Простые движения и ритмичное перекатывание мышц топят в удовольствии. Это даже не физика, а что-то происходящее на уровне духовных материй. Какой-то невидимый ток, что полосует нервы, оставляя рубцы расцветать эндорфинами.
Жарко. Торс Макса блестит в полумраке, покрытый испариной. На плечах набухают алые борозды, вероятно, оставленные моими ногтями. Не помню, когда его пометила, но результат приятен до одури. Он напрочь сносит концентрацию, осознанность, всё.
Запах мужских духов в тепле распускается, перебивает горечь дыма и терпкую сладость айвы. Тем давним октябрём Макс пах точно так же. И вот эта тонкая нить, связывающая настоящее с прошлым, резко натягивается, выворачивая меня душой наизнанку.
Лёгкие сжимаются то ли в стоне, то ли во всхлипе, то ли в полном дикого восторга крике. Потому что ещё никогда, никогда в жизни мне не было так хорошо! Никогда я ещё не растворялась в другом человеке вот так — без остатка.
— Макс… Боже… — еле слышным выдохом.
Обмякаю под ним с закрытыми глазами, досматривая, как медленно тает вспыхнувшее под веками зарево.
Макс замирает. Весь дрожит, как дрожала я от эмоций в наш первый раз.
— Продолжим? Или сначала хочешь прийти в себя?
Загнанно дышу, пытаясь сфокусировать на нём плывущий взгляд и собрать в кучу ошмётки мыслей.
— Что? — спотыкаюсь на одном-единственном связном слове, с трудом срывающимся с непослушного языка.
И неотрывно смотрю на его рот, намереваясь прочитать по губам, если слух опять подведёт.
— Говорю, Ксюша нас не потеряет, если мы сразу перейдём ко второму желанию?
— Она спит.
Макс ничего не отвечает. Просто медленно обводит губами горящие скулы. Заново по капельке, по миллиметру вдыхает жизнь в моё тело, как будто напрочь потерявшее чувствительность.
Не подозревала, но…
Удовольствие такой силы размазывает.
Наша близость как встреча после долгой разлуки. Первый раз — череда хаотичных объятий, слепящий восторг, оглушающий пульс. Получилось больше надкусить, чем распробовать.

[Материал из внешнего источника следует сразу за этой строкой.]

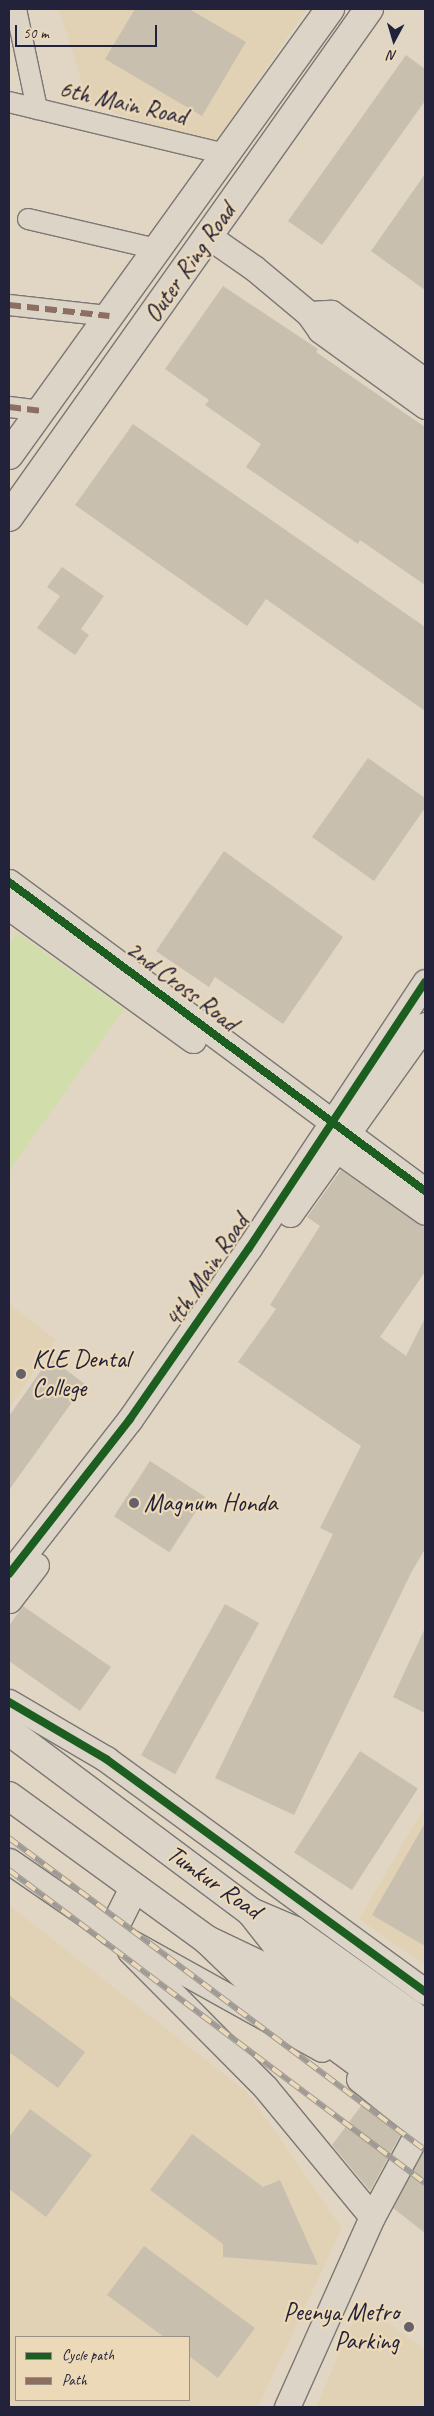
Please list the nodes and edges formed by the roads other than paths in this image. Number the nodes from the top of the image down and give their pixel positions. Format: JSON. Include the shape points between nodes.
{"nodes":[{"id":1,"x":16,"y":9,"type":"edge"},
{"id":2,"x":330,"y":9,"type":"edge"},
{"id":3,"x":369,"y":9,"type":"edge"},
{"id":4,"x":9,"y":105,"type":"edge"},
{"id":5,"x":36,"y":109,"type":"junction"},
{"id":6,"x":225,"y":154,"type":"junction"},
{"id":7,"x":28,"y":219,"type":"dead end"},
{"id":8,"x":208,"y":236,"type":"junction"},
{"id":9,"x":157,"y":249,"type":"junction"},
{"id":10,"x":9,"y":305,"type":"edge"},
{"id":11,"x":309,"y":314,"type":"junction"},
{"id":12,"x":109,"y":316,"type":"junction"},
{"id":13,"x":425,"y":381,"type":"edge"},
{"id":14,"x":425,"y":406,"type":"edge"},
{"id":15,"x":9,"y":407,"type":"edge"},
{"id":16,"x":40,"y":411,"type":"junction"},
{"id":17,"x":9,"y":455,"type":"edge"},
{"id":18,"x":9,"y":517,"type":"edge"},
{"id":19,"x":9,"y":882,"type":"edge"},
{"id":20,"x":9,"y":907,"type":"edge"},
{"id":21,"x":425,"y":982,"type":"edge"},
{"id":22,"x":425,"y":1025,"type":"edge"},
{"id":23,"x":333,"y":1136,"type":"junction"},
{"id":24,"x":425,"y":1191,"type":"edge"},
{"id":25,"x":425,"y":1212,"type":"edge"},
{"id":26,"x":9,"y":1574,"type":"edge"},
{"id":27,"x":9,"y":1600,"type":"edge"},
{"id":28,"x":9,"y":1702,"type":"edge"},
{"id":29,"x":9,"y":1731,"type":"edge"},
{"id":30,"x":9,"y":1796,"type":"edge"},
{"id":31,"x":9,"y":1861,"type":"edge"},
{"id":32,"x":134,"y":1888,"type":"junction"},
{"id":33,"x":251,"y":1912,"type":"junction"},
{"id":34,"x":112,"y":1932,"type":"junction"},
{"id":35,"x":207,"y":1940,"type":"junction"},
{"id":36,"x":425,"y":1992,"type":"edge"},
{"id":37,"x":425,"y":2024,"type":"edge"},
{"id":38,"x":425,"y":2054,"type":"edge"},
{"id":39,"x":425,"y":2086,"type":"edge"},
{"id":40,"x":423,"y":2124,"type":"edge"},
{"id":41,"x":372,"y":2217,"type":"junction"},
{"id":42,"x":287,"y":2407,"type":"edge"}],
"edges":[{"from":1,"to":5,"type":"street"},
{"from":2,"to":6,"type":"highway","name":"Outer Ring Road"},
{"from":3,"to":8,"type":"highway","name":"Outer Ring Road"},
{"from":4,"to":5,"type":"street","name":"6th Main Road"},
{"from":5,"to":6,"type":"street","name":"6th Main Road"},
{"from":6,"to":9,"type":"highway","name":"Outer Ring Road"},
{"from":7,"to":9,"type":"street"},
{"from":8,"to":11,"type":"street","via":[[254,268]]},
{"from":8,"to":18,"type":"highway","name":"Outer Ring Road"},
{"from":9,"to":12,"type":"highway","name":"Outer Ring Road"},
{"from":10,"to":12,"type":"street"},
{"from":11,"to":13,"type":"street","via":[[331,313]]},
{"from":11,"to":14,"type":"street","via":[[320,330]]},
{"from":12,"to":16,"type":"highway","name":"Outer Ring Road"},
{"from":15,"to":16,"type":"street"},
{"from":16,"to":17,"type":"highway","name":"Outer Ring Road"},
{"from":19,"to":23,"type":"street","name":"2nd Cross Road"},
{"from":20,"to":23,"type":"street","name":"2nd Cross Road","via":[[226,1064]]},
{"from":21,"to":23,"type":"street","name":"4th Main Road"},
{"from":22,"to":23,"type":"street","name":"4th Main Road"},
{"from":23,"to":24,"type":"street"},
{"from":23,"to":25,"type":"street","name":"2nd Cross Road"},
{"from":23,"to":26,"type":"street","name":"4th Main Road","via":[[249,1248],[130,1419]]},
{"from":23,"to":27,"type":"street","via":[[190,1358],[83,1506]]},
{"from":28,"to":36,"type":"street","via":[[106,1759]]},
{"from":29,"to":33,"type":"highway","name":"Tumkur Road"},
{"from":30,"to":32,"type":"highway"},
{"from":31,"to":34,"type":"street"},
{"from":32,"to":34,"type":"highway"},
{"from":32,"to":35,"type":"highway"},
{"from":33,"to":37,"type":"highway","name":"Tumkur Road","via":[[293,1930]]},
{"from":33,"to":38,"type":"highway","via":[[277,1945]]},
{"from":34,"to":40,"type":"street","via":[[316,2045]]},
{"from":34,"to":41,"type":"street","via":[[265,2087]]},
{"from":35,"to":39,"type":"highway","via":[[272,1971]]},
{"from":35,"to":40,"type":"highway","name":"Tumkur Road","via":[[258,1989]]},
{"from":40,"to":41,"type":"street"},
{"from":41,"to":42,"type":"street"}]}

Второй — не менее пылкий, но всё же диалог. Прислушиваюсь к себе, присматриваюсь, что нравится ему. Уже не так торопливо… по крайней мере, поначалу. Ведь заканчивается всё сбитым вхлам, хрипящим у обоих дыханием и просыпавшимся из крайнего мешка зерном.
Третий… третий это больше про эстетику. Эстетику обнажённых душ.